Work request:
Filter the data for lines with the word "Октябрьская", then copy every line so identified.

----------------------------------------

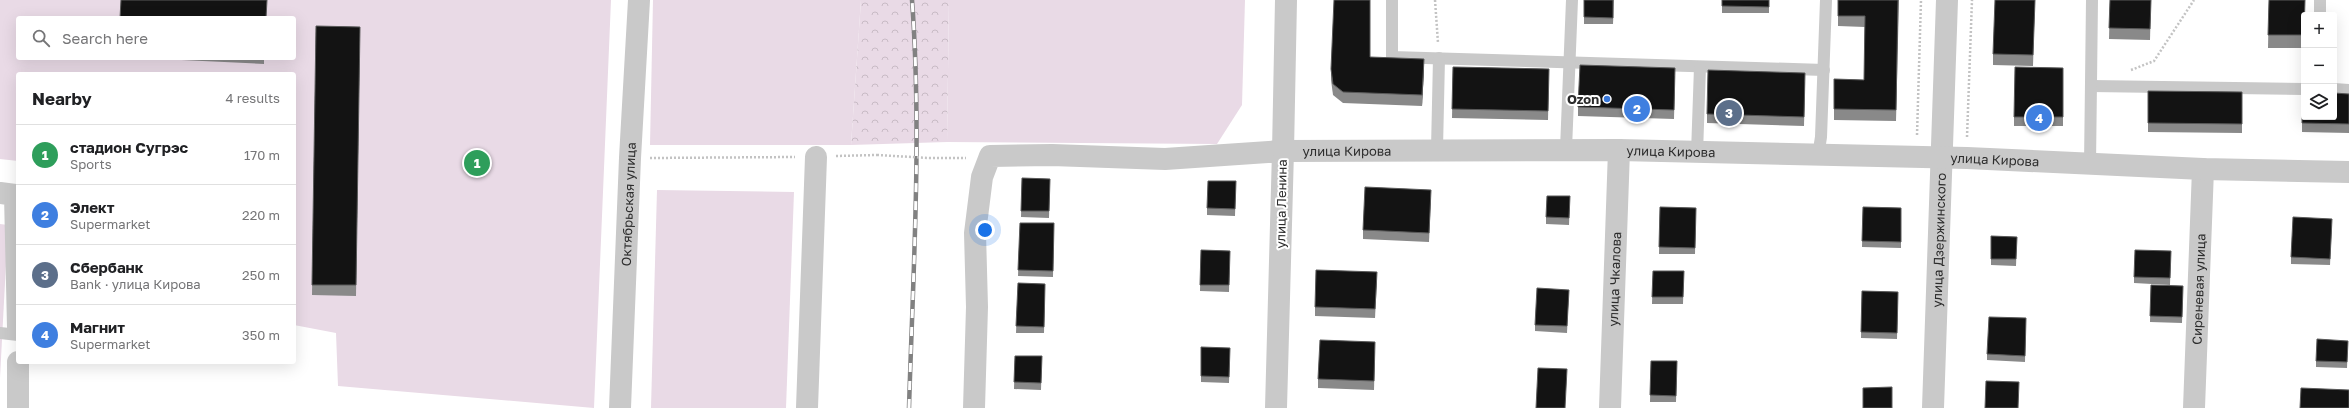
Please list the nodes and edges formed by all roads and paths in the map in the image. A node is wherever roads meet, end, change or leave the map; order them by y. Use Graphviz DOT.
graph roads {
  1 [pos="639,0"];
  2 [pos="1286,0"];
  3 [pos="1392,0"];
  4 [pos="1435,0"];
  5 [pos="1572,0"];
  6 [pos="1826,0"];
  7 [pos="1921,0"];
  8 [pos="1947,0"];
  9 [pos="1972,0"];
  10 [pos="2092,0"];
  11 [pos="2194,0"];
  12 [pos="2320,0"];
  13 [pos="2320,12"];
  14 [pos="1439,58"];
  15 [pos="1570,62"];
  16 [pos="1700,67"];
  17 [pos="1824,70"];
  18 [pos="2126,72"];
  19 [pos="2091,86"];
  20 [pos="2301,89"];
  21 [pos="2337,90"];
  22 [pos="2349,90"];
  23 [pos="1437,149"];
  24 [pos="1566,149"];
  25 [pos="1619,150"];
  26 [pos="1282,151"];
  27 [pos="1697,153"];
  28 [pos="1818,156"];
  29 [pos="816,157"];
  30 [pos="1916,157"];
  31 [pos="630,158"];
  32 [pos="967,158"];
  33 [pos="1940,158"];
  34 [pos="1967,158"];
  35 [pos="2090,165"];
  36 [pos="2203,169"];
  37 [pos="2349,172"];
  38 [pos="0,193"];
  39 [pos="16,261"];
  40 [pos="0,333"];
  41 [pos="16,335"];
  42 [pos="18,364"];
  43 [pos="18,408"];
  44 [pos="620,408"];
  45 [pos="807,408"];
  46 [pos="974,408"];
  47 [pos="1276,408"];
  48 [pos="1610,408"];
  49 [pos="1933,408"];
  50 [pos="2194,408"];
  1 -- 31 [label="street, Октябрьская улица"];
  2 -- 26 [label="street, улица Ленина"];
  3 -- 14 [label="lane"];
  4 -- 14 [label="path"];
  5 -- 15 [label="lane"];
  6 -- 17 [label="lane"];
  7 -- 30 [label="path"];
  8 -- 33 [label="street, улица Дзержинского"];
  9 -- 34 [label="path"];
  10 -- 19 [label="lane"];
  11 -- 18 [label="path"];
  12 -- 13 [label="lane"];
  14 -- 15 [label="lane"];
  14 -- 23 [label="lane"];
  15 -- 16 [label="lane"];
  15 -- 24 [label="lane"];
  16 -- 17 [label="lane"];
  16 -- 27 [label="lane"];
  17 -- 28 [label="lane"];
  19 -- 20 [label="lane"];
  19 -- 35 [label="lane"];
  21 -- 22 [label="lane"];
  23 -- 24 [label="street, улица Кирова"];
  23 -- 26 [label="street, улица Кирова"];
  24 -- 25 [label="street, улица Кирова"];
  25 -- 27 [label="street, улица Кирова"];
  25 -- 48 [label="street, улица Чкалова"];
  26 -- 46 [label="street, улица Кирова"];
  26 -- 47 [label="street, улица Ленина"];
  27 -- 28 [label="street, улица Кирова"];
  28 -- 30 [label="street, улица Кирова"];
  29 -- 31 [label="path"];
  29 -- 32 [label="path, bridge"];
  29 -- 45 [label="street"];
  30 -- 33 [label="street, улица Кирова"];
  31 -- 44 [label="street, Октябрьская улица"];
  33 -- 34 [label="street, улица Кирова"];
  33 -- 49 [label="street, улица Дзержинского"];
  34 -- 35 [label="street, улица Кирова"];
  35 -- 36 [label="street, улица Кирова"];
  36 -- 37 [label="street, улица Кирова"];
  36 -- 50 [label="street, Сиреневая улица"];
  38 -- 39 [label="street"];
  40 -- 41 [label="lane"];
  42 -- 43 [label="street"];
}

----------------------------------------

Result of the exercise:
  1 -- 31 [label="street, Октябрьская улица"];
  31 -- 44 [label="street, Октябрьская улица"];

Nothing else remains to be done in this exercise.